14. Another question arose in this case which, however, may not be decided here. The Notification in question is after all a law relating to foreigners providing that a foreigner entering or residing in Sikkim must obtain a Work Permit before he can take up or continue in any employment for gain within the territory of Sikkim. The Central Foreigners Act, 1946 has been extended to Sikkim on 16-5-1975 by a Notification under the provisions of Article 371F(n) of the Constitution of India and has been enforced on 1-2-1976 and the question arose as to whether as a result of such extension and enforcement of the Central Act, all corresponding Sikkim Laws, including this Notification, stood impliedly repealed. I have already held in Raj Kumar Rai v. State 1979 Cri LJ 310 (Sikkim) and also in Sonam Tshering v.
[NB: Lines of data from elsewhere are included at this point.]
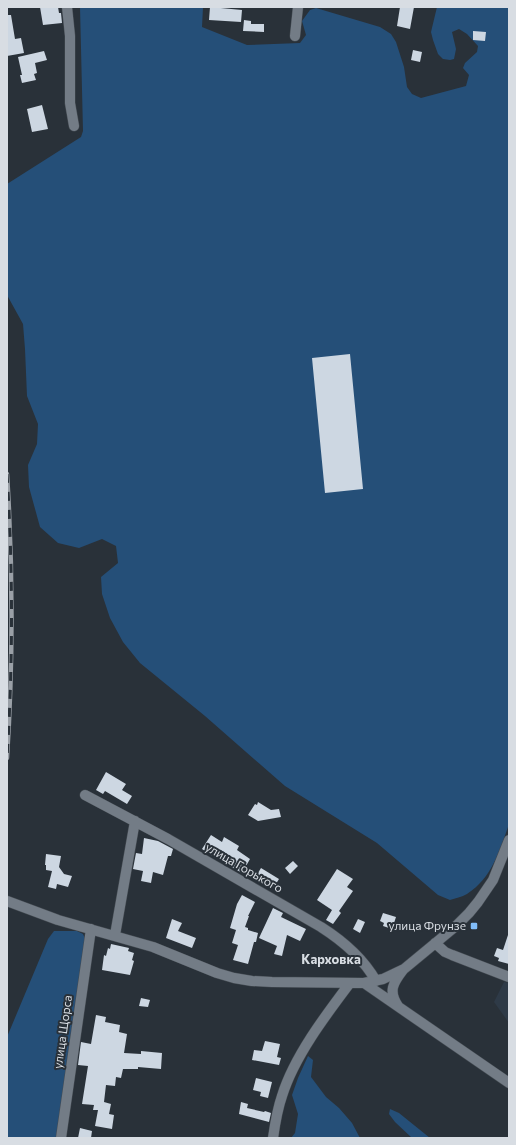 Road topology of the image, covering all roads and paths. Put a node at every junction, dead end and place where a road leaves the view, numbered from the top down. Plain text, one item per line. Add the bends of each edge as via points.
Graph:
1 (67, 7) edge
2 (298, 7) edge
3 (295, 36) dead end
4 (74, 126) dead end
5 (85, 795) dead end
6 (135, 821) junction
7 (509, 840) edge
8 (7, 901) edge
9 (91, 929) junction
10 (115, 935) junction
11 (435, 943) junction
12 (404, 969) junction
13 (509, 977) edge
14 (376, 981) junction
15 (350, 983) junction
16 (364, 983) junction
17 (399, 1007) junction
18 (509, 1084) edge
19 (61, 1138) edge
20 (273, 1138) edge

1 - 4 street via 70,36 70,103
2 - 3 street
5 - 6 street, улица Горького
6 - 10 street
6 - 14 street, улица Горького via 334,935 367,965
7 - 11 street via 493,880 478,902 456,926
8 - 9 street
9 - 10 street
9 - 19 street, улица Щорса
10 - 15 street via 234,978 252,981
11 - 12 street
11 - 13 street via 445,952
12 - 14 street
12 - 17 street via 392,991
14 - 16 street
15 - 16 street
15 - 20 street via 318,1028 293,1070 282,1095
16 - 17 street
17 - 18 street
State 1979 Cri LJ 1281 (Sikkim) that with the extension and the enforcement of any enactment to and in Sikkim under the provisions of Article 371F(n) of the Constitution of India, the corresponding Sikkim Law stands over-borne, over-thrown and impliedly repealed. The Foreigners Order, 1948, made under the provisions of the Foreigners Act, 1946, makes some provisions relating to foreigners taking up certain types of employment in India and, therefore, it may be urged that this Notification is a corresponding Sikkim Law vis-a-vis Foreigners Act, 1946, and the Foreigners Order, 1948 and as such the former has stood impliedly repealed with the extension and enforcement of the latter and, therefore, the entire prosecution was incompetent. I, however, feel that I need not decide this question in this case which can very well be fully disposed of on the ground mentioned hereinbefore. It is well settled that the. Court should not decide as to the legality, validity or the vires of any law made by the Legislature and strike it down unless it is absolutely necessary for the disposal of the case before it and the case cannot be disposed without deciding that question. The power of the Courts to strike down any illegal or invalid or ultra vires law is not disputed; but what is disputed is the propriety of doing so without compelling necessity. It may be good to have a giant's power, but it would not always be good to use it as a giant and I take it to be the settled law that the Court should not strike down a law, made by a competent Legislature, merely for the pleasure of legal research.

15. In the circumstances, this revision succeeds and the conviction and the sentence imposed on and the order of deportation passed against the accused are set aside and the accused is acquitted. Fine paid by the accused shall be refunded.